Le ministre de la Justice, Abdellatif Ouahbi, a mis en lumière, mercredi, de vifs désaccords autour de la première version du projet de loi relatif à l’organisation de la profession d’avocat, notamment sur des formulations liées à la notion de « réalisation de la justice » et de « garantie du procès équitable ».
Devant la Commission de la justice et de la législation à la Chambre des conseillers, le ministre a indiqué que certaines parties avaient tenté d’impliquer des instances judiciaires, dont le président délégué du Conseil supérieur du pouvoir judiciaire, dans le débat législatif. Une démarche que ce dernier aurait toutefois écartée, rappelant que le processus législatif ne relevait pas de ses compétences, selon les propos du ministre.

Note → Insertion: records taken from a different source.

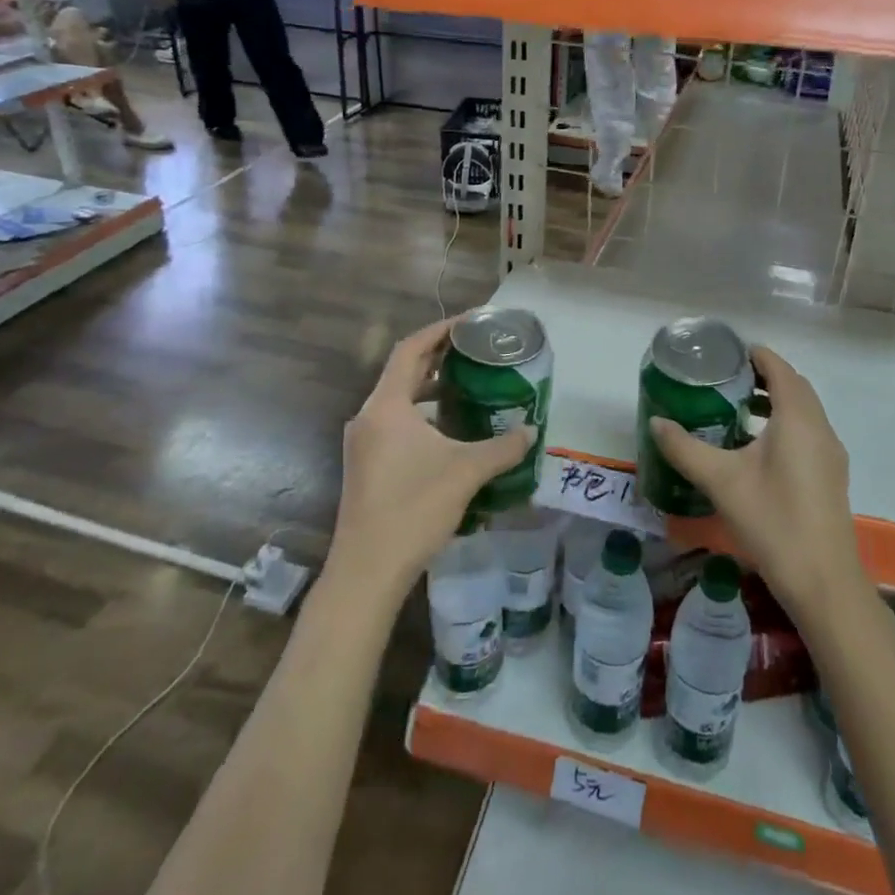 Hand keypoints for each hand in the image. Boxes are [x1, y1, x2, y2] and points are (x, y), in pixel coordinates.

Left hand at [330, 317, 533, 595]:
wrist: (367, 571)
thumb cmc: (414, 509)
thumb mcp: (466, 472)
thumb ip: (503, 448)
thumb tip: (532, 431)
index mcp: (386, 406)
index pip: (410, 349)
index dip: (440, 330)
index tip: (470, 322)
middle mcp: (368, 416)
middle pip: (402, 371)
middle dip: (438, 357)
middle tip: (475, 351)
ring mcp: (363, 442)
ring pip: (398, 399)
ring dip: (429, 388)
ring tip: (467, 385)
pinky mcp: (365, 465)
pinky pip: (394, 422)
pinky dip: (420, 414)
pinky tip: (448, 431)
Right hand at [650, 346, 863, 617]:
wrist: (823, 582)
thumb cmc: (772, 520)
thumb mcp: (720, 481)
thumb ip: (685, 448)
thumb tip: (656, 422)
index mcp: (798, 418)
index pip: (779, 368)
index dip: (755, 355)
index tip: (725, 354)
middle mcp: (820, 428)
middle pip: (794, 386)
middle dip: (762, 376)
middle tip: (723, 379)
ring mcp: (830, 454)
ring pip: (803, 411)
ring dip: (774, 401)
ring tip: (735, 408)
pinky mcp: (830, 476)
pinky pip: (807, 432)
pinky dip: (783, 423)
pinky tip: (755, 448)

Au cœur de la controverse, Abdellatif Ouahbi a insisté sur la distinction entre les deux notions. Pour lui, la « réalisation de la justice » relève exclusivement du juge, chargé d’apprécier les faits et de trancher les litiges sur la base des preuves présentées. À l’inverse, la garantie d’un procès équitable implique l’ensemble des acteurs de la défense et de l’accusation, dont l’avocat.
Le ministre a tenu à rappeler le rôle de ce dernier, qu’il définit avant tout comme un défenseur des droits de son client, et non comme un acteur chargé d’établir la vérité judiciaire. « L’avocat ne défend pas le crime, il défend son client et doit lui assurer tous les moyens de défense légaux », a-t-il souligné.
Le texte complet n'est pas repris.